Activity = Each line of the data below containing "Thomas" needs to be listed.

Material shown =
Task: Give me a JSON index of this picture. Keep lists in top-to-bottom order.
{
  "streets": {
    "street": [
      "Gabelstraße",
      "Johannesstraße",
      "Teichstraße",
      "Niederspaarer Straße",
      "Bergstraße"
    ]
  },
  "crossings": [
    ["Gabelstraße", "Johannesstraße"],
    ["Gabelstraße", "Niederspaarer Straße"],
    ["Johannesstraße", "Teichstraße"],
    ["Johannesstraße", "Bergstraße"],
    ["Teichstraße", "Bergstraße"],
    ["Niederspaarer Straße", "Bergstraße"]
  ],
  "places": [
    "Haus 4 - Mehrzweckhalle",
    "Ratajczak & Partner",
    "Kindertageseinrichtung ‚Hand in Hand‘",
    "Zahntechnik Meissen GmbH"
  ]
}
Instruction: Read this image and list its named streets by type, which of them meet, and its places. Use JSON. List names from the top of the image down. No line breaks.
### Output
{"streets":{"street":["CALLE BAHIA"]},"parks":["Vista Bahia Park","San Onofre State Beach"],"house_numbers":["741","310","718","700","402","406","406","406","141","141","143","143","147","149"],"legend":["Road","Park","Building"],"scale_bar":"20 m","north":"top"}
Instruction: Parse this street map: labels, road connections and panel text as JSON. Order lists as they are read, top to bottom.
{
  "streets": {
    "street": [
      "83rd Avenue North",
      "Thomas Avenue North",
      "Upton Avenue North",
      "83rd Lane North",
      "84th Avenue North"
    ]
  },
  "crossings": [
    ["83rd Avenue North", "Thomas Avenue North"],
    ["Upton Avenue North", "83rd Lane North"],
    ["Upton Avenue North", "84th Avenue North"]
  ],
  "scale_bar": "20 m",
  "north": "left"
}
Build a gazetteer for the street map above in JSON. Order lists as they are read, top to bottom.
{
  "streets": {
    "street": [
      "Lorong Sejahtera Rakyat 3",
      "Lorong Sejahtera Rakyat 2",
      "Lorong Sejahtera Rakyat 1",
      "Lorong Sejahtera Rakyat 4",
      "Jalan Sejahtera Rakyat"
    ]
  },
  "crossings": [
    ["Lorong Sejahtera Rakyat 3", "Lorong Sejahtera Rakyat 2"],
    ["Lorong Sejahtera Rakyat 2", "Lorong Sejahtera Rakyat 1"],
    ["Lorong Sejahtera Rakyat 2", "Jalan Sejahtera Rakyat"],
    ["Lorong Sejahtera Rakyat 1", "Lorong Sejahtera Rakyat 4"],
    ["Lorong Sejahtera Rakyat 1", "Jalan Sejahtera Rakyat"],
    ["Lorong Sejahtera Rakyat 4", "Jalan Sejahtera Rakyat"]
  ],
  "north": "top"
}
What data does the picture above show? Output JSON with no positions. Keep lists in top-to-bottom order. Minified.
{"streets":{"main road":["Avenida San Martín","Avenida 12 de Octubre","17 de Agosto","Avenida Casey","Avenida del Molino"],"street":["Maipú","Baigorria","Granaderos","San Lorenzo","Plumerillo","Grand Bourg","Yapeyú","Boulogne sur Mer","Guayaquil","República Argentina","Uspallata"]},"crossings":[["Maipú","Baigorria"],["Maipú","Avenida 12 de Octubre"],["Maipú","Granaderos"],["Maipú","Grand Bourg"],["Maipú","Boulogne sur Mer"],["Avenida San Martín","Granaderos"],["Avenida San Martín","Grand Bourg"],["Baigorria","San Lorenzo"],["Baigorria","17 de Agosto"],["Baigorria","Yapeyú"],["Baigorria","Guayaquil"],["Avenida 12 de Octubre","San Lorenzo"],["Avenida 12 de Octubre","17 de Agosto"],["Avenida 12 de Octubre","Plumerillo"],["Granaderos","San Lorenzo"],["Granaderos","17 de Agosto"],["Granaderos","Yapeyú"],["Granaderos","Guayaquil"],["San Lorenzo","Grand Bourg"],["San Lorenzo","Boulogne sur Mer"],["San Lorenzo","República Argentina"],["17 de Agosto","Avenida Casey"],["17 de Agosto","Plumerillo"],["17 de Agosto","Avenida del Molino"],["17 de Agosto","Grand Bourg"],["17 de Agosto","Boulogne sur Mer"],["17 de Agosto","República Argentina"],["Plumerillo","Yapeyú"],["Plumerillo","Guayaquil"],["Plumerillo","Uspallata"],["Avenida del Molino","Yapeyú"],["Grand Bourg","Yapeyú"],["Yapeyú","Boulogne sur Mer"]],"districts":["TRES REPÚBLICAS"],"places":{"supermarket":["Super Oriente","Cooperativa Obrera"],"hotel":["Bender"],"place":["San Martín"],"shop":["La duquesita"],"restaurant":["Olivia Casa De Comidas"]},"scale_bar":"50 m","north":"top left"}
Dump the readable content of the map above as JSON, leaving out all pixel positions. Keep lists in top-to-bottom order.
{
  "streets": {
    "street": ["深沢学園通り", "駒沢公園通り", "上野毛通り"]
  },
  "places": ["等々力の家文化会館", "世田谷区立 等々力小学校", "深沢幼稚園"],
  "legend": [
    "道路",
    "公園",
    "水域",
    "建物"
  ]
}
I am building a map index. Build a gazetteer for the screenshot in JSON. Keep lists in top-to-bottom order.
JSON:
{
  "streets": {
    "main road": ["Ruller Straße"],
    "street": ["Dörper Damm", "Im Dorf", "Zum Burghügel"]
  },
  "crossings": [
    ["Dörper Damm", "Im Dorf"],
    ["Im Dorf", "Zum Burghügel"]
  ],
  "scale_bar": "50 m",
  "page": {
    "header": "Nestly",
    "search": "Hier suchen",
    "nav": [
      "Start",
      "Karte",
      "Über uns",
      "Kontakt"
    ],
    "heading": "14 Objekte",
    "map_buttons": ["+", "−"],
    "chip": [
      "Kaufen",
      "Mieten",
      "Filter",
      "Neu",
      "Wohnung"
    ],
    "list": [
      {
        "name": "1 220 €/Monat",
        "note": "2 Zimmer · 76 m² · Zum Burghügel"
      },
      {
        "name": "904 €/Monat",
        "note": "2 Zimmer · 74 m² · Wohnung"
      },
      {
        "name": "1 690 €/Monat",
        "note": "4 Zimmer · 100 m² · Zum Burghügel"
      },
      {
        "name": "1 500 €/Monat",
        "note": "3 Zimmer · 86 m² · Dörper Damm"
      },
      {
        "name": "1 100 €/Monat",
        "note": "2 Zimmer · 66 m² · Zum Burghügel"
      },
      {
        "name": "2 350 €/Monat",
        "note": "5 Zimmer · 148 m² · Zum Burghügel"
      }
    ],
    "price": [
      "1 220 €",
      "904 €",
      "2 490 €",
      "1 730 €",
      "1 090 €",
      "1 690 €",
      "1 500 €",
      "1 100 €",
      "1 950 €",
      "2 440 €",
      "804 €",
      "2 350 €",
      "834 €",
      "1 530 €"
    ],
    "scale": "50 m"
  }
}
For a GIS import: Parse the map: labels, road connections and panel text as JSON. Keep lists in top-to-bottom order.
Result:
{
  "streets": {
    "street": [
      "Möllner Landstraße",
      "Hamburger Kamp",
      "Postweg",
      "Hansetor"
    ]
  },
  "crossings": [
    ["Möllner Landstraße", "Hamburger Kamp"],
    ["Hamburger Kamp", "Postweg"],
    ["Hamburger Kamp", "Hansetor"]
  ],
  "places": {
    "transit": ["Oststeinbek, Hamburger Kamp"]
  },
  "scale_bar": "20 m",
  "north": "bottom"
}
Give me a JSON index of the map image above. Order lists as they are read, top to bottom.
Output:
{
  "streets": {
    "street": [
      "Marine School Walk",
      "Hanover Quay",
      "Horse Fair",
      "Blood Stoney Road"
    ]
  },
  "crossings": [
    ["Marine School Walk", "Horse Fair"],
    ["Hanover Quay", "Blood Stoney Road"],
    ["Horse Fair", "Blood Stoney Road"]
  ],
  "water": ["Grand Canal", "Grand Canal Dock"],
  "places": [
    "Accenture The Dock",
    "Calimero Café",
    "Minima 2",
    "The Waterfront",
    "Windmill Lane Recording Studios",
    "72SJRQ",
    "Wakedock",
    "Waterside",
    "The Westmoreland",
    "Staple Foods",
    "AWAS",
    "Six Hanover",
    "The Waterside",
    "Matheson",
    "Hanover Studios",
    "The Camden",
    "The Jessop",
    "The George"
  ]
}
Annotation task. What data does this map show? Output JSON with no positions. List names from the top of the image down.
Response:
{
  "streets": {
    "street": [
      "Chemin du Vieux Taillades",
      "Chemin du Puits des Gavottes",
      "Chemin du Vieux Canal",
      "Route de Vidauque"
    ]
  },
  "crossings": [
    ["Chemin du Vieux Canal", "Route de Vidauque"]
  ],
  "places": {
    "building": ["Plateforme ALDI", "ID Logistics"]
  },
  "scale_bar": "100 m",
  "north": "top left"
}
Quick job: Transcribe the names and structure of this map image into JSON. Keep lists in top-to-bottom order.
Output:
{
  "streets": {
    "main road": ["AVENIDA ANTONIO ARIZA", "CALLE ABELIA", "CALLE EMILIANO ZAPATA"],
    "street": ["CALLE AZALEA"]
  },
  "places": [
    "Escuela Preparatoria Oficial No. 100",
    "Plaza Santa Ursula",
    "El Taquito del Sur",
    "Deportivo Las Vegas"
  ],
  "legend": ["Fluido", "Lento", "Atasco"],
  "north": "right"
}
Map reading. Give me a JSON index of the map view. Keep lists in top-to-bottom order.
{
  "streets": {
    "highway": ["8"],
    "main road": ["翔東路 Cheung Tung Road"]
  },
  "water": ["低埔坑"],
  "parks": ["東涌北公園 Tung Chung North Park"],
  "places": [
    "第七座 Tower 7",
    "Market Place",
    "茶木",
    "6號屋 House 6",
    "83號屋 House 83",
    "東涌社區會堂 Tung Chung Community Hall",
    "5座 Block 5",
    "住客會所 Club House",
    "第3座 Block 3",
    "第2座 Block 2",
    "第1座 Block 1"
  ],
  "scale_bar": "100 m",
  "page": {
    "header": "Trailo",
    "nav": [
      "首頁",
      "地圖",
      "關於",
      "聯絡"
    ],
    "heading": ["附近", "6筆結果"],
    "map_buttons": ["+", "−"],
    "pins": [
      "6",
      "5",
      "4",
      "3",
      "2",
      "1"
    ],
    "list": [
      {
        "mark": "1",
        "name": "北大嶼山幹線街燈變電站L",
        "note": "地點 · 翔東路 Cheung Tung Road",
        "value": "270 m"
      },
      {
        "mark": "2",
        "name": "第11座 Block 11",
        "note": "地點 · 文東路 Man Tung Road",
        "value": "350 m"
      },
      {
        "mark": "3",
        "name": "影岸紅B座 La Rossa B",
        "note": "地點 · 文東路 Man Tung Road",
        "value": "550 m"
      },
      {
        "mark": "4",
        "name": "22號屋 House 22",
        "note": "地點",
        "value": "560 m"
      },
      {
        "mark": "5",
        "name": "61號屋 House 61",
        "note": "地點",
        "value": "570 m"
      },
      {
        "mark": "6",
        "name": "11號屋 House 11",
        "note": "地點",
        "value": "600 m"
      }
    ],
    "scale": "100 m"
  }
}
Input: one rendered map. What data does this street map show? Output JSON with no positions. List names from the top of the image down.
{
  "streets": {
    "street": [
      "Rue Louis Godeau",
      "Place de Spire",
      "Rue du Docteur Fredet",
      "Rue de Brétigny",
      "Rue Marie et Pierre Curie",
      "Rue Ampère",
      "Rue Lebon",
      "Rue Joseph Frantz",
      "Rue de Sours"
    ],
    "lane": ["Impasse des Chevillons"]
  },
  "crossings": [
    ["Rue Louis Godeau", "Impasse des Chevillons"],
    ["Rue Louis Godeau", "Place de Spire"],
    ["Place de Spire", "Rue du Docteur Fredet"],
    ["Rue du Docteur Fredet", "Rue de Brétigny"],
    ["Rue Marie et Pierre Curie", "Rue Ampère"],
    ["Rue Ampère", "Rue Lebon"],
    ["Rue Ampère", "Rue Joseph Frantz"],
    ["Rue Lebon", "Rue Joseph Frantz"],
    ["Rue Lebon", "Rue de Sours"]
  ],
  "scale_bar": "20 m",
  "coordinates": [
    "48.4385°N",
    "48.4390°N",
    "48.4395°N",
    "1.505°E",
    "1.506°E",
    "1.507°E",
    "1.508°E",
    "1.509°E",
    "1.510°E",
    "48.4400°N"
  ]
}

Output of the task =
      "Thomas Avenue North",
    ["83rd Avenue North", "Thomas Avenue North"],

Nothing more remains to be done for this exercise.